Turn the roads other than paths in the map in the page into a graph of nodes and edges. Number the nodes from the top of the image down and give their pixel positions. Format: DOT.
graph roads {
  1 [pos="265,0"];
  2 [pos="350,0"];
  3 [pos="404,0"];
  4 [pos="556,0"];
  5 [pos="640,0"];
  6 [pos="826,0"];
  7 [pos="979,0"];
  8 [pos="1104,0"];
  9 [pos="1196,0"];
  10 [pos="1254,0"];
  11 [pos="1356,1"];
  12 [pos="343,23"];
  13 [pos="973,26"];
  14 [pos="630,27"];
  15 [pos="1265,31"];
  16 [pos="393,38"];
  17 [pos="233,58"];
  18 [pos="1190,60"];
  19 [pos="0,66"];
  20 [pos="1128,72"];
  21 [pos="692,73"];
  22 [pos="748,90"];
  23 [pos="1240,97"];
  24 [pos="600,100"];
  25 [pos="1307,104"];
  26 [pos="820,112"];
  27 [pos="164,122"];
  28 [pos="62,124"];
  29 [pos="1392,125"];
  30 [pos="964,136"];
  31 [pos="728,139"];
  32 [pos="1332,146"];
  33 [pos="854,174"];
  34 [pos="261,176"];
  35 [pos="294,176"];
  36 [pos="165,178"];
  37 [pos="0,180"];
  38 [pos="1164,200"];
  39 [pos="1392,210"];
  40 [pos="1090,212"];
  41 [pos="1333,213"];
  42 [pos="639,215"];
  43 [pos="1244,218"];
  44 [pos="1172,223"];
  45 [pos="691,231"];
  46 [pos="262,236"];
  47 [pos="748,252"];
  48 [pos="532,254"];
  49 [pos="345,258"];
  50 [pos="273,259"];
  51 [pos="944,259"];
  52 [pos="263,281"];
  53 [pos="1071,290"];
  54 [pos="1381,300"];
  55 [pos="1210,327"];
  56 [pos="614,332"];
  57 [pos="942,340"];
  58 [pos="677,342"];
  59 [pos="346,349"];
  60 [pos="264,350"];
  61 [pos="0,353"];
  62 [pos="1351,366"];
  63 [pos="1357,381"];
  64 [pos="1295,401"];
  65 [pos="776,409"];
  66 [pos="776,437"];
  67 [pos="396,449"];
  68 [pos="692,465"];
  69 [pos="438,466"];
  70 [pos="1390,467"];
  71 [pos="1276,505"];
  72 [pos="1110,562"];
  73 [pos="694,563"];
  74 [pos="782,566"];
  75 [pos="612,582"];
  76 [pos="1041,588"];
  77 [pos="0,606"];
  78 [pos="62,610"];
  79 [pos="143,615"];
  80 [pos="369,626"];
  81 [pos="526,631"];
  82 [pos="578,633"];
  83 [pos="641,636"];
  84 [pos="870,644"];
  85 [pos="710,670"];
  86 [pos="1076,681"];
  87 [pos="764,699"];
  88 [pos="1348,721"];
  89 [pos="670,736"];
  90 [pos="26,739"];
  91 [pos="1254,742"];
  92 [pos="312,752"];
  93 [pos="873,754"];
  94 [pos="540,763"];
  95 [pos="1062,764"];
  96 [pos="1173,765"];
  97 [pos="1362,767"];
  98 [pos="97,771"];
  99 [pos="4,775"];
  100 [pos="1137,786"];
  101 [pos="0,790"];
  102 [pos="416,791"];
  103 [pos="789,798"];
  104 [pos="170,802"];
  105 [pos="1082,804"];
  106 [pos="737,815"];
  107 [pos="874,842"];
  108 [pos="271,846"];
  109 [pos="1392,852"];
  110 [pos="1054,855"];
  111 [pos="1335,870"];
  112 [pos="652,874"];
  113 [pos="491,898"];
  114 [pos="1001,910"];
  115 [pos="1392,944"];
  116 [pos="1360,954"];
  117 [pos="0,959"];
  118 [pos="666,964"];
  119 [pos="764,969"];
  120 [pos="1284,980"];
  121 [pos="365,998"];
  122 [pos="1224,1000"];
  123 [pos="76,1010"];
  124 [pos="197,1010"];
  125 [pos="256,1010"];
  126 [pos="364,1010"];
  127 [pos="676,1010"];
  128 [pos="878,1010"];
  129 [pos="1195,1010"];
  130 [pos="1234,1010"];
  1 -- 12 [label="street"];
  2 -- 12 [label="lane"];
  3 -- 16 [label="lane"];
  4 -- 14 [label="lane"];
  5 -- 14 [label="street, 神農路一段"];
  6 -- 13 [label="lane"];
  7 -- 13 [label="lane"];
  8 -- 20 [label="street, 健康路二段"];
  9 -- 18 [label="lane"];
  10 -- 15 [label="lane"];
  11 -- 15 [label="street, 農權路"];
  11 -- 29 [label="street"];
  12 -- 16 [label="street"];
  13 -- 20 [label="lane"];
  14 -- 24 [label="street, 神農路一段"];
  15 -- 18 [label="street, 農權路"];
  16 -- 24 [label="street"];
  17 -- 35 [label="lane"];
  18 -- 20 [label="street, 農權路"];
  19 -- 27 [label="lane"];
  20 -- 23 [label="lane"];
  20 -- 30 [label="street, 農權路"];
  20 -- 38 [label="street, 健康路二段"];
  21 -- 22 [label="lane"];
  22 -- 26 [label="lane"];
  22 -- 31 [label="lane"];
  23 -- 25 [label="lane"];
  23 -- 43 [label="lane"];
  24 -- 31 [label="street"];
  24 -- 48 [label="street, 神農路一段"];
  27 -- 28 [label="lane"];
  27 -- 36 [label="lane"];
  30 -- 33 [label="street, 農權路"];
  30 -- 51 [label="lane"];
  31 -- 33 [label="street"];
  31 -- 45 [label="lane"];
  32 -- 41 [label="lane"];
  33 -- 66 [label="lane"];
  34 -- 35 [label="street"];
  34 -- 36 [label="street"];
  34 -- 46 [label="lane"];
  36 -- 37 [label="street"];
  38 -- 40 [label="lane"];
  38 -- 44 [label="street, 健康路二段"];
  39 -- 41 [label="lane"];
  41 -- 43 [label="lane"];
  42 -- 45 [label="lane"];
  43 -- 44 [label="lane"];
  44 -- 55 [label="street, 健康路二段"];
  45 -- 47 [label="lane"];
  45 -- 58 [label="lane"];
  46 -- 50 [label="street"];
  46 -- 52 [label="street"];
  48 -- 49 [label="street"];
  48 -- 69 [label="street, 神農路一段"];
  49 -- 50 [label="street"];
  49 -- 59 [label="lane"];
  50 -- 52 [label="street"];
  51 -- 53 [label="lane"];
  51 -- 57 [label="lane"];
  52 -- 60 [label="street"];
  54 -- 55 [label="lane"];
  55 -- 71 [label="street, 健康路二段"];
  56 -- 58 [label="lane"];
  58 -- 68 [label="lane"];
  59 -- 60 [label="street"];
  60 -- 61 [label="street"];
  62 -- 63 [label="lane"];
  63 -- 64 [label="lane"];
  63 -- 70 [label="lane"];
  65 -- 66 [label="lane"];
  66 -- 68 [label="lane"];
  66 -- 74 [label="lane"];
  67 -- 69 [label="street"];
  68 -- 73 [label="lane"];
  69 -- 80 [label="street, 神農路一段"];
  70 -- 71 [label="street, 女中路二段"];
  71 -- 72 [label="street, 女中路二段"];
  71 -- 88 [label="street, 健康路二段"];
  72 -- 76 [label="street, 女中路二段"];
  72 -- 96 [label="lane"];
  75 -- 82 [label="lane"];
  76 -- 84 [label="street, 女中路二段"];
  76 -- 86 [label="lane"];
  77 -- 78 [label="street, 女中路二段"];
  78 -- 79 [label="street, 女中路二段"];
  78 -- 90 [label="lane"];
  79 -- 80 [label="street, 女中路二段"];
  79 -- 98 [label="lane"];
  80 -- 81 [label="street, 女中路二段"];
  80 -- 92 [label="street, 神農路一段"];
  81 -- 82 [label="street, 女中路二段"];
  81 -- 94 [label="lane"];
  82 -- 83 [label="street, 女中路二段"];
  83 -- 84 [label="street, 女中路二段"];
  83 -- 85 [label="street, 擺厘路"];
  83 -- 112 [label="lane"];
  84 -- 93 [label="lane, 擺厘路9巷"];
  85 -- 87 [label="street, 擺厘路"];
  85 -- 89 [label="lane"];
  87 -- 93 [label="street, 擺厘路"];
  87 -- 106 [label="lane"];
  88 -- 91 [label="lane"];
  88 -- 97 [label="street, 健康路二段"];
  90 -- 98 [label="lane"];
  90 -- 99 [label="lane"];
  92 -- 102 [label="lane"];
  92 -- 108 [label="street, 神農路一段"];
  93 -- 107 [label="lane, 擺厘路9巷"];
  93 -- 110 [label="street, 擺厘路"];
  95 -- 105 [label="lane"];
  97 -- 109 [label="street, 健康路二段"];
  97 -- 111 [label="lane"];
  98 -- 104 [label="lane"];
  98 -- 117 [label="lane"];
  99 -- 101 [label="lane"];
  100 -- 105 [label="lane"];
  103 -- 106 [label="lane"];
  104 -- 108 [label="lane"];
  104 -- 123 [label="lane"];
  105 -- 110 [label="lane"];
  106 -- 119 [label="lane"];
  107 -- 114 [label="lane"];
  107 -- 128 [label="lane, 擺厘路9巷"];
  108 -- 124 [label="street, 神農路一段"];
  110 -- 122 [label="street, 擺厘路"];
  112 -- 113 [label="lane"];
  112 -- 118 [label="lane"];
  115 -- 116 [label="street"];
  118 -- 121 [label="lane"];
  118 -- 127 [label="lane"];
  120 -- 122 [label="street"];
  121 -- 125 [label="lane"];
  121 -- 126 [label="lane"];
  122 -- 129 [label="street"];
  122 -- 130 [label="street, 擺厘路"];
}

-=-=-

Copy out every line from the records that has the word "健康路二段".

  8 -- 20 [label="street, 健康路二段"];
  20 -- 38 [label="street, 健康路二段"];
  38 -- 44 [label="street, 健康路二段"];
  44 -- 55 [label="street, 健康路二段"];
  55 -- 71 [label="street, 健康路二段"];
  71 -- 88 [label="street, 健康路二段"];
  88 -- 97 [label="street, 健康路二段"];
  97 -- 109 [label="street, 健康路二段"];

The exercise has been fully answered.